Ao focalizar a evolução acadêmica da IES com base na relação entre planejamento de gestão e avaliações institucionais, a elaboração do RI caracteriza uma fase de feedback (retroalimentação) e avaliação do alcance dos objetivos propostos no Plano de Desenvolvimento Institucional (PDI) e das ações e metas a eles relacionados. Dessa forma, as ações que tiveram sua origem nos processos de avaliação interna e externa devem visar à execução do PDI, assim como sua atualização ou reformulação. Em uma visão ampla, o RI deve analisar como a estratégia adotada pela Instituição, e as ações e atividades dela decorrentes, atende às orientações estratégicas definidas em seu planejamento, sendo essas: sua missão, sua visão e seus objetivos.
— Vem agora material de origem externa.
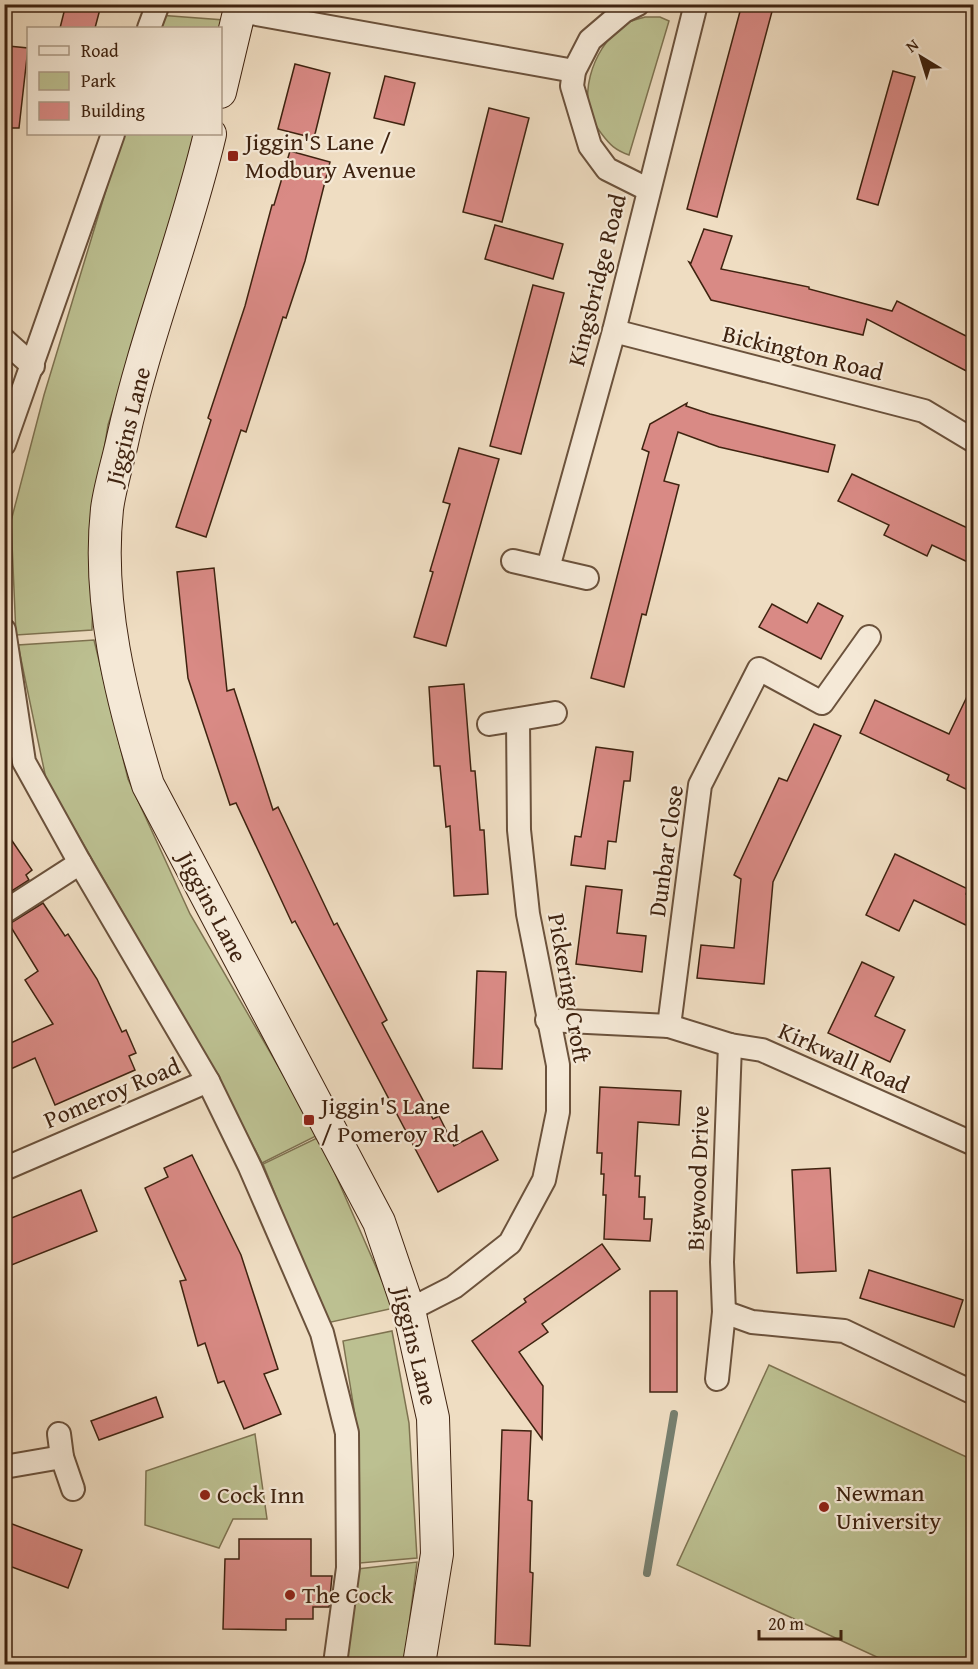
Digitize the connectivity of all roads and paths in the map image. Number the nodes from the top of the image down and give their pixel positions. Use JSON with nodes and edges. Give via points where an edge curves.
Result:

 Estrutura do Relato Institucional

O RI deve conter no máximo 10 (dez)páginas, onde a IES deve apresentar os processos de gestão desenvolvidos a partir da análise dos resultados das avaliações. Sua estrutura deve contemplar os seguintes elementos:

I – Breve histórico da IES: criação, trajetória, modalidades de oferta da IES, número de docentes e discentes, quantidade de cursos oferecidos na graduação e na pós-graduação, áreas de atuação na graduação, na extensão e áreas de pesquisa, se for o caso.

II – Conceitos obtidos pela IESnas avaliações externas institucionais e de curso: Conceito de Curso (CC), Conceito Preliminar de Curso (CPC),Conceito ENADE, Índice Geral de Cursos Avaliados (IGC) e o Conceito Institucional (CI). Este elemento deve contemplar, ainda, o histórico da evolução desses conceitos, quando for o caso.

III – Projetos e processos de auto avaliação: breve apresentação do desenvolvimento dos projetos e processos de auto avaliação (avaliação interna), que culminaram na elaboração do relatório da CPA, desde o último ato regulatório.

IV – Divulgação e análise dos resultados da auto avaliação: divulgação de um resumo do relatório da CPA desde o último ato regulatório, seguido de análise sintética dos resultados.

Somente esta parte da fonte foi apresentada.